## Activity:
With the first line as the start and the line containing "Please list the" as the end, write out every line of the records exactly.

## Exercise material:
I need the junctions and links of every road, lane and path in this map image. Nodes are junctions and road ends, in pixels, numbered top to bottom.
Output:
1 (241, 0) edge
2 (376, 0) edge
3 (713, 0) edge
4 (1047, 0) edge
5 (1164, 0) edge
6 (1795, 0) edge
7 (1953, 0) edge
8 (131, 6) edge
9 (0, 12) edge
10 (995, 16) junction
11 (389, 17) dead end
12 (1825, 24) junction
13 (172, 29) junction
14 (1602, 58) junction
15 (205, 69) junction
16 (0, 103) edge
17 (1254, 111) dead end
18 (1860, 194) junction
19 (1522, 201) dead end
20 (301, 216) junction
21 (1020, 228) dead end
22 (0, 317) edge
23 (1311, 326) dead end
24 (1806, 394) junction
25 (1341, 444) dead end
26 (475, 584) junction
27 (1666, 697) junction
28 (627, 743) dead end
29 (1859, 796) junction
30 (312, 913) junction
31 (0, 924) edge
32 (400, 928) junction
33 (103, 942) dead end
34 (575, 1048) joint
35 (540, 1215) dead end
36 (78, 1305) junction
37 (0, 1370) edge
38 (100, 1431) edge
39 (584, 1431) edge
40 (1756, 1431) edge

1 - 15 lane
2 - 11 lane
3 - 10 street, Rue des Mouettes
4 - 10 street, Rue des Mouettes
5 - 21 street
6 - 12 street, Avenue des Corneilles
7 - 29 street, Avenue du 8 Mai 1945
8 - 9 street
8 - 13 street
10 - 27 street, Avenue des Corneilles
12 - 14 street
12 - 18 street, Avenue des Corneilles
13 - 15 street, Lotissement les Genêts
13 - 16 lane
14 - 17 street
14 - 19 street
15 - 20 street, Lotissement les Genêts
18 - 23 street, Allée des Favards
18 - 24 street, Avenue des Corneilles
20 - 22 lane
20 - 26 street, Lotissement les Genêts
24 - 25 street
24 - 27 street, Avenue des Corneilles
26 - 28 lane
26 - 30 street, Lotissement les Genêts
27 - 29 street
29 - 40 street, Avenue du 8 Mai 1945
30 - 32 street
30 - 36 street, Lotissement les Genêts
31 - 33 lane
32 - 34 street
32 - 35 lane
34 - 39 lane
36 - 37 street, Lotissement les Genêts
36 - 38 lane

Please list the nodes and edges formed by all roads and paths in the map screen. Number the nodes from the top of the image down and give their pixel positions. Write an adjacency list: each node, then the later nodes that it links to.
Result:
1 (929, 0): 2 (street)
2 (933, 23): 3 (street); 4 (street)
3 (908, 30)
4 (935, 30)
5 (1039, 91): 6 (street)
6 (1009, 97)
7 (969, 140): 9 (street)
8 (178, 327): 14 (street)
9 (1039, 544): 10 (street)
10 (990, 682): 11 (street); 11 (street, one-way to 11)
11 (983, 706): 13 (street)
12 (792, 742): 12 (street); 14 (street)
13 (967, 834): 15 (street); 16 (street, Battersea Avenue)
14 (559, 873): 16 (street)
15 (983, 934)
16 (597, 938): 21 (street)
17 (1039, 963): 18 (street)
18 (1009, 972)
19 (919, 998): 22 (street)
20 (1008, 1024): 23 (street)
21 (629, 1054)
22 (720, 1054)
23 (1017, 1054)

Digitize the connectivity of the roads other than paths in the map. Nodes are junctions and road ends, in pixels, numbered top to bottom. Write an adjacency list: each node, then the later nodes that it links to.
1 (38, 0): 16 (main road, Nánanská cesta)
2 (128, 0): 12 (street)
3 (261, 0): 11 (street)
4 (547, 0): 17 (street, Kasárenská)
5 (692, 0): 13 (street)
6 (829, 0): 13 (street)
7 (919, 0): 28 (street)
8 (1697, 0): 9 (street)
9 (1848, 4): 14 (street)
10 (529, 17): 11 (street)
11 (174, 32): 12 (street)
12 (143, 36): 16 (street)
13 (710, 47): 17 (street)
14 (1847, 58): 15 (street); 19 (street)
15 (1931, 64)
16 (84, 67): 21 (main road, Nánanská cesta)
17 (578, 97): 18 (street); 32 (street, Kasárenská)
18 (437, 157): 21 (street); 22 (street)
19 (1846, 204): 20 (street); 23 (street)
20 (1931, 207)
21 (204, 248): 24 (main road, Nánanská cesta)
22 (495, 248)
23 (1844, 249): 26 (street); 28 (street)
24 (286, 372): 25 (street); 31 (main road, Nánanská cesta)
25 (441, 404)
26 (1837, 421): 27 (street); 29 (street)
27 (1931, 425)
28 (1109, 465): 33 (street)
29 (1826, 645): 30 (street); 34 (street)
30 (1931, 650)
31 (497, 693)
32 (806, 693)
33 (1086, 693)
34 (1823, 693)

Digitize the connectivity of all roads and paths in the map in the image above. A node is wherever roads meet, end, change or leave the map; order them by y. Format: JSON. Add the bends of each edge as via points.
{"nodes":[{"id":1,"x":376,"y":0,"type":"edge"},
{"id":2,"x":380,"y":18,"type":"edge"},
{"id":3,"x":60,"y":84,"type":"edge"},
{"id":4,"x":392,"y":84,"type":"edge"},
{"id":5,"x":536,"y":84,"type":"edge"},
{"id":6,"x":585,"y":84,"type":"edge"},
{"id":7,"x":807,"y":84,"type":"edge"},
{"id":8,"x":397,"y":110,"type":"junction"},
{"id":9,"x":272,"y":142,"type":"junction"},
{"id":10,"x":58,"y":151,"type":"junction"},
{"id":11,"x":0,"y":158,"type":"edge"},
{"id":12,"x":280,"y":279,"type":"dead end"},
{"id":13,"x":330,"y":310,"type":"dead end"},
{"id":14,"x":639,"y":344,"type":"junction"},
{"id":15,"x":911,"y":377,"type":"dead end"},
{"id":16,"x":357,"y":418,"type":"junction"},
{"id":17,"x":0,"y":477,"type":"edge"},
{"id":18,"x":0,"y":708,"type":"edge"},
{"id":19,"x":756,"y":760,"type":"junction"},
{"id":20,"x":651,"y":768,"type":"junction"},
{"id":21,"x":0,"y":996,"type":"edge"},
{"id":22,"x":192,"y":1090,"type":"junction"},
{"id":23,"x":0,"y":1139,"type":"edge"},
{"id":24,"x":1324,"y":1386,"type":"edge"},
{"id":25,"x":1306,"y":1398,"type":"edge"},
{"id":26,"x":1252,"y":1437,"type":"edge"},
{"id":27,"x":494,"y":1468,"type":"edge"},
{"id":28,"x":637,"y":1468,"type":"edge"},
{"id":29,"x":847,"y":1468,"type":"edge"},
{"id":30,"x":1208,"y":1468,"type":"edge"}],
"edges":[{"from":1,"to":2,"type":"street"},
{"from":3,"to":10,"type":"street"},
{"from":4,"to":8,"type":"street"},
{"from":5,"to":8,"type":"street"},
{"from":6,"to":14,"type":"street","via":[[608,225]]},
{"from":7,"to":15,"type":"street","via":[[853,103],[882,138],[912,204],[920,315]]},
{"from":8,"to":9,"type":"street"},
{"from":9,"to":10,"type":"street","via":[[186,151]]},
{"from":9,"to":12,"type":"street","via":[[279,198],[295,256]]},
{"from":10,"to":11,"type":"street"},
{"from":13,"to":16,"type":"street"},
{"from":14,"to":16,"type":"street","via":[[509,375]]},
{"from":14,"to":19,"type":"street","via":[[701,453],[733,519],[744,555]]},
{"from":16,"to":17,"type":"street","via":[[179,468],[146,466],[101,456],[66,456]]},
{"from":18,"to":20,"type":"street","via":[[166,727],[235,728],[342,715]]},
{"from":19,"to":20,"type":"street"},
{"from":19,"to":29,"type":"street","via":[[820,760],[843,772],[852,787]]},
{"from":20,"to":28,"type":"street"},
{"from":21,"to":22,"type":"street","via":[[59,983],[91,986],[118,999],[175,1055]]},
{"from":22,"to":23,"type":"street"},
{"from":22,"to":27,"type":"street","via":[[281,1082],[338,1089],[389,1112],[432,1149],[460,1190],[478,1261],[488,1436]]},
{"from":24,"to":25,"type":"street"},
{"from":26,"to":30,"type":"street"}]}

## Finished exercise:
I need the junctions and links of every road, lane and path in this map image. Nodes are junctions and road ends, in pixels, numbered top to bottom.
Output:
1 (241, 0) edge
2 (376, 0) edge
3 (713, 0) edge
4 (1047, 0) edge
5 (1164, 0) edge
6 (1795, 0) edge
7 (1953, 0) edge
8 (131, 6) edge
9 (0, 12) edge
10 (995, 16) junction
11 (389, 17) dead end
12 (1825, 24) junction
13 (172, 29) junction
14 (1602, 58) junction
15 (205, 69) junction
16 (0, 103) edge
17 (1254, 111) dead end
18 (1860, 194) junction
19 (1522, 201) dead end
20 (301, 216) junction
21 (1020, 228) dead end
22 (0, 317) edge
23 (1311, 326) dead end
24 (1806, 394) junction
25 (1341, 444) dead end
26 (475, 584) junction
27 (1666, 697) junction
28 (627, 743) dead end
29 (1859, 796) junction
30 (312, 913) junction
31 (0, 924) edge
32 (400, 928) junction
33 (103, 942) dead end
34 (575, 1048) joint
35 (540, 1215) dead end
36 (78, 1305) junction
37 (0, 1370) edge
38 (100, 1431) edge
39 (584, 1431) edge
40 (1756, 1431) edge

1 - 15 lane
2 - 11 lane
3 - 10 street, Rue des Mouettes
4 - 10 street, Rue des Mouettes
5 - 21 street
6 - 12 street, Avenue des Corneilles
7 - 29 street, Avenue du 8 Mai 1945
8 - 9 street
8 - 13 street
10 - 27 street, Avenue des Corneilles
12 - 14 street
12 - 18 street, Avenue des Corneilles
13 - 15 street, Lotissement les Genêts
13 - 16 lane
14 - 17 street
14 - 19 street
15 - 20 street, Lotissement les Genêts
18 - 23 street, Allée des Favards
18 - 24 street, Avenue des Corneilles
20 - 22 lane
20 - 26 street, Lotissement les Genêts
24 - 25 street
24 - 27 street, Avenue des Corneilles
26 - 28 lane
26 - 30 street, Lotissement les Genêts
27 - 29 street
29 - 40 street, Avenue du 8 Mai 1945
30 - 32 street
30 - 36 street, Lotissement les Genêts
31 - 33 lane
32 - 34 street
32 - 35 lane
34 - 39 lane
36 - 37 street, Lotissement les Genêts
36 - 38 lane

Please list the nodes and edges formed by all roads and paths in the map screen. Number the nodes from the top of the image down and give their pixel positions. Write an adjacency list: each node, then the later nodes that it links to.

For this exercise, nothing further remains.